■ Supplied material ■
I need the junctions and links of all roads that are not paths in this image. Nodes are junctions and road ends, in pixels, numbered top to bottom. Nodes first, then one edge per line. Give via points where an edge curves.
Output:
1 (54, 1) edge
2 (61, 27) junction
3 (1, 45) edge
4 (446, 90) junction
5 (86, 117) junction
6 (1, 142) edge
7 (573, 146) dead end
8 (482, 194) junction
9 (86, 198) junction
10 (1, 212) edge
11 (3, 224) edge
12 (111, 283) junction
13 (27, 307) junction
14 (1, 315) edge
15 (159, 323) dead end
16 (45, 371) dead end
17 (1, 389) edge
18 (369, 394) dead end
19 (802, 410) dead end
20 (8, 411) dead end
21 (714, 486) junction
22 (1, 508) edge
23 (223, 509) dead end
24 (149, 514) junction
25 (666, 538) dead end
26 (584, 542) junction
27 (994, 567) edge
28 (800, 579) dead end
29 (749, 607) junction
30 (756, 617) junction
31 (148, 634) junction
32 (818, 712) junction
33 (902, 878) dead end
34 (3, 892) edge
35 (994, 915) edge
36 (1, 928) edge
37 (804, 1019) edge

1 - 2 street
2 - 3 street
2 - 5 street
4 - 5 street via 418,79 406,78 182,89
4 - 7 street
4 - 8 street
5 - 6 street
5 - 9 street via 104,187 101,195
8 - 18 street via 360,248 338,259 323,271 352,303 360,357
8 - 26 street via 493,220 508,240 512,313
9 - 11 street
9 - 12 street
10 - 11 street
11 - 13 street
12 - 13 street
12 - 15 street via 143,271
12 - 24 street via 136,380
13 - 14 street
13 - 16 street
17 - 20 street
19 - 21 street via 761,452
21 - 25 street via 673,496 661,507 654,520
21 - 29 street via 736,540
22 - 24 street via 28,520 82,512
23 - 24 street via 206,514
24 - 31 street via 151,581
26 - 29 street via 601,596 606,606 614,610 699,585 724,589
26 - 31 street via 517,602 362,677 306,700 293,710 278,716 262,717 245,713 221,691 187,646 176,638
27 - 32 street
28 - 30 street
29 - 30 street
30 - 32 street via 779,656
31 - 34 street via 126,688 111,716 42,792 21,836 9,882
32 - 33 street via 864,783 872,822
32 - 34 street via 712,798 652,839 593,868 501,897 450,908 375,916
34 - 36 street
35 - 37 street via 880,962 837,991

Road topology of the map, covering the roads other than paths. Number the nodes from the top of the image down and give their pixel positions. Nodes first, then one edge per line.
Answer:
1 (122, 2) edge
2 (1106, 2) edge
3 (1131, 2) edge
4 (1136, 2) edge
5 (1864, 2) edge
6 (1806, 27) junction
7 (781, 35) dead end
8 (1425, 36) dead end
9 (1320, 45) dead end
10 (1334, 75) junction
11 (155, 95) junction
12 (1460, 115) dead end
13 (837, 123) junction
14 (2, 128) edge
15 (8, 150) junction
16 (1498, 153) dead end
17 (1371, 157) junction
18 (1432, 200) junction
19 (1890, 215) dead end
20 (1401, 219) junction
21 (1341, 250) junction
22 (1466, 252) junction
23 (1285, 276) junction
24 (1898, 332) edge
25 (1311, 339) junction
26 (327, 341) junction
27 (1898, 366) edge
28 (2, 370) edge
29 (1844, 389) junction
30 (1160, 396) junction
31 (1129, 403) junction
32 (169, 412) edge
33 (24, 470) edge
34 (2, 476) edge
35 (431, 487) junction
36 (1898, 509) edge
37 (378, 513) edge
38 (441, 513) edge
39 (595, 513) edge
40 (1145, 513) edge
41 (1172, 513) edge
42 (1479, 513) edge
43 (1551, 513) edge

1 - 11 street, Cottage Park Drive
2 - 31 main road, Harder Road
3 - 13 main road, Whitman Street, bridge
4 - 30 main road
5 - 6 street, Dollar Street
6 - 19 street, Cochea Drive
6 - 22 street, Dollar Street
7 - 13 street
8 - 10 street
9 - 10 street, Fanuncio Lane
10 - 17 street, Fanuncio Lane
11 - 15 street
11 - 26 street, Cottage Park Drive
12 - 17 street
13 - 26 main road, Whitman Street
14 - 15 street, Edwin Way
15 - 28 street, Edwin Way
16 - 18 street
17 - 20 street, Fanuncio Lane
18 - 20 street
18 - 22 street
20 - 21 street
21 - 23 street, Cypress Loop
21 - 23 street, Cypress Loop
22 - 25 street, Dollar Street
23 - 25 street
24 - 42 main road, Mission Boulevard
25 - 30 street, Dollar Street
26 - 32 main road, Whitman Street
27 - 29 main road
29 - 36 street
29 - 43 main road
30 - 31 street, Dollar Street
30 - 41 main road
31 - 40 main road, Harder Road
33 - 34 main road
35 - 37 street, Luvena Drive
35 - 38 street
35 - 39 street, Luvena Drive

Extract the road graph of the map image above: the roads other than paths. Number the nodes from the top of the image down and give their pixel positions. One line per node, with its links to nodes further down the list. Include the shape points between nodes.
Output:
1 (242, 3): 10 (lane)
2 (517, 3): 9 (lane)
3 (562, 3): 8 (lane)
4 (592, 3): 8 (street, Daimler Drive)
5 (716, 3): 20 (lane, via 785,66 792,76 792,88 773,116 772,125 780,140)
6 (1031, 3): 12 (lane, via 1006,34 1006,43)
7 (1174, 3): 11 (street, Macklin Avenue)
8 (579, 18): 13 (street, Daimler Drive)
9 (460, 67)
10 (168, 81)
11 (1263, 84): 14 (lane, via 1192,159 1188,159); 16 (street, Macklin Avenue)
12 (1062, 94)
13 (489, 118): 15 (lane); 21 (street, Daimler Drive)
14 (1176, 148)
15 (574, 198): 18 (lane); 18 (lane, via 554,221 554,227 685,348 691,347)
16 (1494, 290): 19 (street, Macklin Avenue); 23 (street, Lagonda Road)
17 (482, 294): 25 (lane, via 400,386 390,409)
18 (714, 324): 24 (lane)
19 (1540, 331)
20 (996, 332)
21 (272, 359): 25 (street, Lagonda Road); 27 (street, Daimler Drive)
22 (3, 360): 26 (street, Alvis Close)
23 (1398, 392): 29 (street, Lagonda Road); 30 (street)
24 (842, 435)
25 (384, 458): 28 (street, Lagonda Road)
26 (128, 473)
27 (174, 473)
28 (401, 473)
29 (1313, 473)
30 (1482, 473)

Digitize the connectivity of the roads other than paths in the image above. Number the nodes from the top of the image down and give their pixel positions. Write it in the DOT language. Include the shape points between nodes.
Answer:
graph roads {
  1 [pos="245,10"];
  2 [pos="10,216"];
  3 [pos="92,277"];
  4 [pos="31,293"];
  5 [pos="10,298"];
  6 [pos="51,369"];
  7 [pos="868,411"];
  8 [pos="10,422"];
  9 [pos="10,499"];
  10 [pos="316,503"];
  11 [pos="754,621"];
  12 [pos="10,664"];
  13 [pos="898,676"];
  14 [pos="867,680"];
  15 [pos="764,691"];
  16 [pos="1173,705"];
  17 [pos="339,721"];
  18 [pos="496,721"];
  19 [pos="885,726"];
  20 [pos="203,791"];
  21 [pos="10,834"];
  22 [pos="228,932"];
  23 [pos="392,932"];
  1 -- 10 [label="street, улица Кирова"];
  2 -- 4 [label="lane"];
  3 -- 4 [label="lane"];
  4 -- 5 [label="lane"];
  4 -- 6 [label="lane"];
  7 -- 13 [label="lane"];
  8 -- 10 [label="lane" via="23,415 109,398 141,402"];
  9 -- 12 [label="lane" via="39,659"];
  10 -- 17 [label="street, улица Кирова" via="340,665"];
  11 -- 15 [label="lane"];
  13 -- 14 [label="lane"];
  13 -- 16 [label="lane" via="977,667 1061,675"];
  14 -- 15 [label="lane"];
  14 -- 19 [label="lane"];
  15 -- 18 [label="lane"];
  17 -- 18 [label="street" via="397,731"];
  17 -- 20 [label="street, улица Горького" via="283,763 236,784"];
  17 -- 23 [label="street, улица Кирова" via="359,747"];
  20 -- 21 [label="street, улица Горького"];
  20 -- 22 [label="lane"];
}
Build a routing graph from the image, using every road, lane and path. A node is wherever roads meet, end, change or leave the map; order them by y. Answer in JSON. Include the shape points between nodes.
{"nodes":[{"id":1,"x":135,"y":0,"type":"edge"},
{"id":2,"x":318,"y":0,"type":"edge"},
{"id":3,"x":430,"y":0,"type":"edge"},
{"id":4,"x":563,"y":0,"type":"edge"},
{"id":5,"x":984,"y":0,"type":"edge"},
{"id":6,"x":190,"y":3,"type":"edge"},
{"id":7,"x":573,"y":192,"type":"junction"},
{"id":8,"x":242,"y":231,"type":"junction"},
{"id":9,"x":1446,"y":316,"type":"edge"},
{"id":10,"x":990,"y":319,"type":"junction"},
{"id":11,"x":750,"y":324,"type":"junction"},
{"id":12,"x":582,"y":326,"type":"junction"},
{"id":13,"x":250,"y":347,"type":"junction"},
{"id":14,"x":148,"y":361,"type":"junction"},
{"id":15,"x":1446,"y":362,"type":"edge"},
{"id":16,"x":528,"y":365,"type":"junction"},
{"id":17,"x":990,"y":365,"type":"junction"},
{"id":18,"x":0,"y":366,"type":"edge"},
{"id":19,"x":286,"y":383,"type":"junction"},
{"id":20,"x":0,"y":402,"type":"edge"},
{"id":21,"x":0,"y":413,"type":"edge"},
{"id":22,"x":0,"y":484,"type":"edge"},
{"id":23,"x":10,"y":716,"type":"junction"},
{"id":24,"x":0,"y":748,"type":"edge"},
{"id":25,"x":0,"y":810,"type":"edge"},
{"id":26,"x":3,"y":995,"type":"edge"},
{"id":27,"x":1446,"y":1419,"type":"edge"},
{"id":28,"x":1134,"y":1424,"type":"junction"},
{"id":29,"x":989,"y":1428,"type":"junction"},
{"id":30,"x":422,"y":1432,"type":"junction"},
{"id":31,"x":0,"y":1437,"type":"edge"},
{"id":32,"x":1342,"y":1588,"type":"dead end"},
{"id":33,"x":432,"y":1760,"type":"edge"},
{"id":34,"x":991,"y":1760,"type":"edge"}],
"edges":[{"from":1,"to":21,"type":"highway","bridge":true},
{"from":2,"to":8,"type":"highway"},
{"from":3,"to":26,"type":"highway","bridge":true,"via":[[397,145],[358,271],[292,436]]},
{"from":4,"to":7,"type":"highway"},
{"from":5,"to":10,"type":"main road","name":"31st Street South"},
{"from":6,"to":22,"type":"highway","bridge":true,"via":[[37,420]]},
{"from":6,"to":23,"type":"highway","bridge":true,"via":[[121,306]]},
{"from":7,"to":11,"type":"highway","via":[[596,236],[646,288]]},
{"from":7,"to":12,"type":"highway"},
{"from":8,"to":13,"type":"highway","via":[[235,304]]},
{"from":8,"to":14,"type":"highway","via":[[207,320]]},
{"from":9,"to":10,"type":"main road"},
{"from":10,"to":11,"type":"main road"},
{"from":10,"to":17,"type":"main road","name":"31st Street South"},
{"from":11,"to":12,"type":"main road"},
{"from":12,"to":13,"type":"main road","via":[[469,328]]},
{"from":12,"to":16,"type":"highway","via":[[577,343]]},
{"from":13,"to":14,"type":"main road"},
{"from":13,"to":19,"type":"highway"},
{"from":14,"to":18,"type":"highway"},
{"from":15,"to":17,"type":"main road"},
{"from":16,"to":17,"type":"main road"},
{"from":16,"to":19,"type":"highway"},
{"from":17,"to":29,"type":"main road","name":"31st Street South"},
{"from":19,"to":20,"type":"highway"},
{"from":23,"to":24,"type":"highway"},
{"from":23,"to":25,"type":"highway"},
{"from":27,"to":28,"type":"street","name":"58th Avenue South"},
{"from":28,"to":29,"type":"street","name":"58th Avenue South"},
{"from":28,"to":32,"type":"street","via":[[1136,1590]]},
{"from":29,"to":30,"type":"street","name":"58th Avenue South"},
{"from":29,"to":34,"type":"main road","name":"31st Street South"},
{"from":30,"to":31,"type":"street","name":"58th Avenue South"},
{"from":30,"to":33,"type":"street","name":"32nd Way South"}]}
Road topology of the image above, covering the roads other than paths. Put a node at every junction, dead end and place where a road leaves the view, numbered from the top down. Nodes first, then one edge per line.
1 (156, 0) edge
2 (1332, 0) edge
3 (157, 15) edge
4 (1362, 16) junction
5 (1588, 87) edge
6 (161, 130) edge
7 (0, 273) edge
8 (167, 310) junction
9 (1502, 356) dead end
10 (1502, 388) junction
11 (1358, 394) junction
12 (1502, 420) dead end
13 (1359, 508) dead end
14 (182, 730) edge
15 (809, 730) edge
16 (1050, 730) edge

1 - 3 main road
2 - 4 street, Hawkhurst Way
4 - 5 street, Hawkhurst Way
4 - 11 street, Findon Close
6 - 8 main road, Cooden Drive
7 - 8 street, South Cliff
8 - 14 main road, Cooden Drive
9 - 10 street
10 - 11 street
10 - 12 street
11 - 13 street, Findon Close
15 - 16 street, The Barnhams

■ What you are asked to do ■
Go through the records. Copy each line where "Cottage" appears.

■ Exercise output ■
1 - 11 street, Cottage Park Drive
11 - 26 street, Cottage Park Drive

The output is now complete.